**Action item:** Within the records, which lines hold the string "highway"? Report each one by copying it.

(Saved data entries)
== Segment start ==

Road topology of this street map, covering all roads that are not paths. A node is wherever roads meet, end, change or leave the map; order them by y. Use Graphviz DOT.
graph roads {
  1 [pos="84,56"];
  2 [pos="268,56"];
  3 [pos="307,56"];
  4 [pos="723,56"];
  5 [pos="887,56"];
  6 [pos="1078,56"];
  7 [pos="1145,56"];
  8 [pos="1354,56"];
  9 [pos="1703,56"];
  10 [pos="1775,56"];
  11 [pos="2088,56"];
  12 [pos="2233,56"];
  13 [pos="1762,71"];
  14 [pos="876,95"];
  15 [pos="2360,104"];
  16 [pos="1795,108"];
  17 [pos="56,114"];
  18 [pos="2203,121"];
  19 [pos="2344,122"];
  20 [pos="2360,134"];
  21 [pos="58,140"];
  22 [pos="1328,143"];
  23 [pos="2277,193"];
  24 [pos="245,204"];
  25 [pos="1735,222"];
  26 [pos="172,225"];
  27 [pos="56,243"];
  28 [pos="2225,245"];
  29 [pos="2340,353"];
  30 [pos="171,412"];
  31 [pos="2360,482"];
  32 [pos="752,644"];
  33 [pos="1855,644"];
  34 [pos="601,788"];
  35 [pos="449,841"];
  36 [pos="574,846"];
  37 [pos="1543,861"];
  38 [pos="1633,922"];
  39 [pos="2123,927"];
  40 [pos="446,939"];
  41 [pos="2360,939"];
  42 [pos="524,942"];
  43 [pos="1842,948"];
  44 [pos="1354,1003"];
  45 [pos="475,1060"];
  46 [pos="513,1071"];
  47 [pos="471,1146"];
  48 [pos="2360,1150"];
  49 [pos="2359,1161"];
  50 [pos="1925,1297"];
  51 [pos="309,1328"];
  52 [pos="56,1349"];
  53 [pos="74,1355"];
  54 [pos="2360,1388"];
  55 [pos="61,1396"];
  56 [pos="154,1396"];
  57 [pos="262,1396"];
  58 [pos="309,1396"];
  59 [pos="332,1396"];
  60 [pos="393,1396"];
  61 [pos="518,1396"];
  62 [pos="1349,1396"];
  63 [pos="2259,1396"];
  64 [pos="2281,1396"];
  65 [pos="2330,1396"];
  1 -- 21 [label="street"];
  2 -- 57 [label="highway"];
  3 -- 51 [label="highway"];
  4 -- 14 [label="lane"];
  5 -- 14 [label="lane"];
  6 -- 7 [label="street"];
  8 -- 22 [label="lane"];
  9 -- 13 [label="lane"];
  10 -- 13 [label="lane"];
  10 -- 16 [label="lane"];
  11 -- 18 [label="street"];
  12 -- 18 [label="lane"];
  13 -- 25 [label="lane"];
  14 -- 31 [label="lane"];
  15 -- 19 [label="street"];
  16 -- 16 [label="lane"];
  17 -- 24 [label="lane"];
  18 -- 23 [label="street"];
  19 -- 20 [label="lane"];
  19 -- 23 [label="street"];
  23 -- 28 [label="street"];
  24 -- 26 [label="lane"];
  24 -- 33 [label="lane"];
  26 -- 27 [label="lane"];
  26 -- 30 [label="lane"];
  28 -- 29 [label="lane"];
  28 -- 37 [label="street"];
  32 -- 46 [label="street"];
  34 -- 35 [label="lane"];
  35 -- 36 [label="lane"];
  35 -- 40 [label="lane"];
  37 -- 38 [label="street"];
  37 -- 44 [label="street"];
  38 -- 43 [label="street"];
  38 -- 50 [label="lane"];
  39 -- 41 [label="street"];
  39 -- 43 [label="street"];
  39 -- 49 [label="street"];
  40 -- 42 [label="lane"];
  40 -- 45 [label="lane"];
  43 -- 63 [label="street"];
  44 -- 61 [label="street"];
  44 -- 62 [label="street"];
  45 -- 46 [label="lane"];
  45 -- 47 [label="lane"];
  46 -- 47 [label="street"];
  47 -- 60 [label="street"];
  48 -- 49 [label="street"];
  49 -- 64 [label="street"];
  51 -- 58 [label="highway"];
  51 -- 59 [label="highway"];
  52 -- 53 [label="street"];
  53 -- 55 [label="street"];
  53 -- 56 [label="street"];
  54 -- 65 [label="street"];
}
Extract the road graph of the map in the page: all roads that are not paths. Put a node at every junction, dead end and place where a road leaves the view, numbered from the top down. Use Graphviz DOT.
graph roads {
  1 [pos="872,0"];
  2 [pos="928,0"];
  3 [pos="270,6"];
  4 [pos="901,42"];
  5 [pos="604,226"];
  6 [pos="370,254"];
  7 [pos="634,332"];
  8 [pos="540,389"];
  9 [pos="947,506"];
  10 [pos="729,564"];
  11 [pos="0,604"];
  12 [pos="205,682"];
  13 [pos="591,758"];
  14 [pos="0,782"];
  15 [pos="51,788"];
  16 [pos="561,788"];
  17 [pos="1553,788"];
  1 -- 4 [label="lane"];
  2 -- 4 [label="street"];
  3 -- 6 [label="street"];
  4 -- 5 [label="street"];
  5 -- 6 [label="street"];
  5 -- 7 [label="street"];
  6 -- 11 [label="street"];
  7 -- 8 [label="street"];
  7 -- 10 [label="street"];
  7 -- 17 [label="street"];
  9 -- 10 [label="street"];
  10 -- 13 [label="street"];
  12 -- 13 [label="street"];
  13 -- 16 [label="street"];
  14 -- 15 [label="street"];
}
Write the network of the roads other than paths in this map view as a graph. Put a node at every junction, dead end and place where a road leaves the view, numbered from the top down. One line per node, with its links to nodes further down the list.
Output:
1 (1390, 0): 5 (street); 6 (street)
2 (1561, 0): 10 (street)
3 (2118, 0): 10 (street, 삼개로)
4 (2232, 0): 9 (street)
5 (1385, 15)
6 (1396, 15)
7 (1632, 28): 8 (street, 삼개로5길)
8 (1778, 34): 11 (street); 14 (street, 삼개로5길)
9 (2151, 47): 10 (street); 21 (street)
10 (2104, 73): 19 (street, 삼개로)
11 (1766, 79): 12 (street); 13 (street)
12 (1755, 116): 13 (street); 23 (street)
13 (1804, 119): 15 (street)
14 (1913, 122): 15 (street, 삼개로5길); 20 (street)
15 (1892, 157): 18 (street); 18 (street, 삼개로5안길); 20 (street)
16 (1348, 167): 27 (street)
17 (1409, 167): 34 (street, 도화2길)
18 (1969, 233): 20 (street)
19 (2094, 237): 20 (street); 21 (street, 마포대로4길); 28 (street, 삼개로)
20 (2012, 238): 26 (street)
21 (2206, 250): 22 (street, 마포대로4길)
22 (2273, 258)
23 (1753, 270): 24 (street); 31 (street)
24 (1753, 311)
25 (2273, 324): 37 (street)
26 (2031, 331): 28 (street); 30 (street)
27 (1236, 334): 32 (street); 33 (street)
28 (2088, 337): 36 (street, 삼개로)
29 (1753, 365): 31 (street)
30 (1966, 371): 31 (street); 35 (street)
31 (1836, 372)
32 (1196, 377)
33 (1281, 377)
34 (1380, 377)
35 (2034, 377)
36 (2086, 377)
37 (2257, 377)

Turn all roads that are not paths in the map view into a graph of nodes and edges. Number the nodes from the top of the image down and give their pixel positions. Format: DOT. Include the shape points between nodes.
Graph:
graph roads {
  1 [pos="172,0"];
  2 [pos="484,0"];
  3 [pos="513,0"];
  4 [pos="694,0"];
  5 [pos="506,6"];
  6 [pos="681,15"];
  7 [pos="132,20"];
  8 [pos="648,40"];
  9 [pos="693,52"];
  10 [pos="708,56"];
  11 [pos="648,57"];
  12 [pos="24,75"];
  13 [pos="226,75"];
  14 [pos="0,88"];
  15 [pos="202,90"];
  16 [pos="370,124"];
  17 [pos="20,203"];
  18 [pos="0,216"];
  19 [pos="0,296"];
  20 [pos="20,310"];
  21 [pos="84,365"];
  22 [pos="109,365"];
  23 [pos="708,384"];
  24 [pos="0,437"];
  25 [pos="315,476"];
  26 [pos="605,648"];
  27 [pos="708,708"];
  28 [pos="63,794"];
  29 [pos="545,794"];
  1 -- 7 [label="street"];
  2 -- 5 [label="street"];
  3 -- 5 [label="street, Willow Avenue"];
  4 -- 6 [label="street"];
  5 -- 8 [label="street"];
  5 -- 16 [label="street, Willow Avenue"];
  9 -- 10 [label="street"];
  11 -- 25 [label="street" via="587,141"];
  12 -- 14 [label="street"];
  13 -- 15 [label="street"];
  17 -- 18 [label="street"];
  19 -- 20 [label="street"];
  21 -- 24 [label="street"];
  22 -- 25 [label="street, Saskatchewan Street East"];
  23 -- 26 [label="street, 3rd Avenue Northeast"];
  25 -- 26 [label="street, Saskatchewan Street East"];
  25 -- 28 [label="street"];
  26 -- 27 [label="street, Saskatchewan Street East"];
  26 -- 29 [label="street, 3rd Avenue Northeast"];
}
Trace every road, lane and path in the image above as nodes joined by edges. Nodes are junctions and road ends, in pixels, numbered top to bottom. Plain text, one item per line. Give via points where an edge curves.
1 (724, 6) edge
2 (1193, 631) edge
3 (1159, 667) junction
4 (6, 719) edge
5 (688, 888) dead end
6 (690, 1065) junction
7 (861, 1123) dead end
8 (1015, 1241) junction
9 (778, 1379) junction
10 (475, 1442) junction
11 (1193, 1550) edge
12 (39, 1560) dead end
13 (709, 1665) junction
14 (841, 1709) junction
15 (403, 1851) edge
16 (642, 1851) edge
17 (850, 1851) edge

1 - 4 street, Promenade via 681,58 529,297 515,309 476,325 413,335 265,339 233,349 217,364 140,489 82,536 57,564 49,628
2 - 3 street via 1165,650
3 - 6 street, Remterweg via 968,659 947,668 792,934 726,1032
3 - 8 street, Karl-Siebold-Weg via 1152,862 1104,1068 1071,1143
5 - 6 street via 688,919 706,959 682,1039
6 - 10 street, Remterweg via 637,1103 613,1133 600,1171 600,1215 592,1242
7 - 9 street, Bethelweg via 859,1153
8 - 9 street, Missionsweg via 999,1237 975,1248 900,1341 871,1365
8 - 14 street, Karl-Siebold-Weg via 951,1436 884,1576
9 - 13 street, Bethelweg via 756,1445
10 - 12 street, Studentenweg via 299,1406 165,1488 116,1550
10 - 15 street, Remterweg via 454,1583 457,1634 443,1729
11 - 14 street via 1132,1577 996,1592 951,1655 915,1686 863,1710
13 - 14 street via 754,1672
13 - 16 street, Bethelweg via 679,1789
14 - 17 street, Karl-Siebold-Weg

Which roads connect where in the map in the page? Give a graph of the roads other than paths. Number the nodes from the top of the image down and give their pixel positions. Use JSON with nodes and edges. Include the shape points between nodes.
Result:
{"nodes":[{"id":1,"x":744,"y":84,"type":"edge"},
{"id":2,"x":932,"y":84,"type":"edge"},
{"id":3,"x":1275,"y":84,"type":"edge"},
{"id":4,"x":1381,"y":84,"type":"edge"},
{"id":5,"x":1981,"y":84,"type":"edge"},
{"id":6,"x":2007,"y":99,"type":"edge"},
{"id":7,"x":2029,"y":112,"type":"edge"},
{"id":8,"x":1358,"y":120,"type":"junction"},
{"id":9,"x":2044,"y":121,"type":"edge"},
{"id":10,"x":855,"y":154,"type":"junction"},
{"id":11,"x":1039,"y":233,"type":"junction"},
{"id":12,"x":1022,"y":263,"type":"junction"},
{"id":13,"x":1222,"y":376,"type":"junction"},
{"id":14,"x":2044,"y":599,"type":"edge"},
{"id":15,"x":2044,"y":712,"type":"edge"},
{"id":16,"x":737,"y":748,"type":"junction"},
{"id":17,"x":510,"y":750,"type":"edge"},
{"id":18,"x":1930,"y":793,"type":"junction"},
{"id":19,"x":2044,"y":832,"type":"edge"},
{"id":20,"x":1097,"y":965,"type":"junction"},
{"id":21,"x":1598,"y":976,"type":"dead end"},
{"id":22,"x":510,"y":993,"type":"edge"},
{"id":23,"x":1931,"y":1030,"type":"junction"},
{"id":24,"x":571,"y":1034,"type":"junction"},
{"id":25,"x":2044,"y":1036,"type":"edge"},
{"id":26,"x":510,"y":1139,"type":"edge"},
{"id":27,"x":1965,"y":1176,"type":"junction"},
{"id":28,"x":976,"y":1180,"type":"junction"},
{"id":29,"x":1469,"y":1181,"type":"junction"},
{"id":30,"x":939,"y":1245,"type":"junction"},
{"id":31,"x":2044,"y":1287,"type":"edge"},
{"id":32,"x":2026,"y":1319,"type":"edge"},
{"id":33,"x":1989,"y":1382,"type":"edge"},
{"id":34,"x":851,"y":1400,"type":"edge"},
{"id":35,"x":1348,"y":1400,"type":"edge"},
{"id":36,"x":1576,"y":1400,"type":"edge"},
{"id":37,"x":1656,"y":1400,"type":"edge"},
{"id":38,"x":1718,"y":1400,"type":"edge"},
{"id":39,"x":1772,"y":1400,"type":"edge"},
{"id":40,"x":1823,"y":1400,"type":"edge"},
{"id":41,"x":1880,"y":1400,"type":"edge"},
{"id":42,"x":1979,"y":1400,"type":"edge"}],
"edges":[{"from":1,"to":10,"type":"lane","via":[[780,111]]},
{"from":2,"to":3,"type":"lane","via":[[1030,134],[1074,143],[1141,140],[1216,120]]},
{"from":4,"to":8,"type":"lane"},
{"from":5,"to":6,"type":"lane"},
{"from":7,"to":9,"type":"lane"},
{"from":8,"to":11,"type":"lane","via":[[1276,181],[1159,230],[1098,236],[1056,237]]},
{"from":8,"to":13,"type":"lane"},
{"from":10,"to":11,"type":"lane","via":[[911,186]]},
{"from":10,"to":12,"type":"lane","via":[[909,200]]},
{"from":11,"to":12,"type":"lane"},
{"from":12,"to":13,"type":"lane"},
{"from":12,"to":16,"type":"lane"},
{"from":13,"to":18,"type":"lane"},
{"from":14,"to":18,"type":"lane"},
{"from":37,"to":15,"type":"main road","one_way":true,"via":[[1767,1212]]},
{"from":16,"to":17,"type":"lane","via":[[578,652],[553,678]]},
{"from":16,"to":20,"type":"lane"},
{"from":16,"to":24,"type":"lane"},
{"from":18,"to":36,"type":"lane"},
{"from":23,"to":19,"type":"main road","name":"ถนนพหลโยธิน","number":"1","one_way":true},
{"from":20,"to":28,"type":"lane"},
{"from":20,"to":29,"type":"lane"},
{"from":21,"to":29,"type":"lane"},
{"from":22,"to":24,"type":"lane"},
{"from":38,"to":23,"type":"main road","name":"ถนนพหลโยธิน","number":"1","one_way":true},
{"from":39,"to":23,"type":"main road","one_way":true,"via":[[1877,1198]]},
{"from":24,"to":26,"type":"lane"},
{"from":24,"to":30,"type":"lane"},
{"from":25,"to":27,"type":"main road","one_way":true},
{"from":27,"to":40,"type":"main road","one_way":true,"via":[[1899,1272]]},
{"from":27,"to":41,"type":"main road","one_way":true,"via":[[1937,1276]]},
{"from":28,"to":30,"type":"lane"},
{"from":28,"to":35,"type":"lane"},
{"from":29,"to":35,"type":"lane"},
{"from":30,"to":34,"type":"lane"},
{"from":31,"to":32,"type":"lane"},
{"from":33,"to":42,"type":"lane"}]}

== Segment end ==

**Exercise response:**
  2 -- 57 [label="highway"];
  3 -- 51 [label="highway"];
  51 -- 58 [label="highway"];
  51 -- 59 [label="highway"];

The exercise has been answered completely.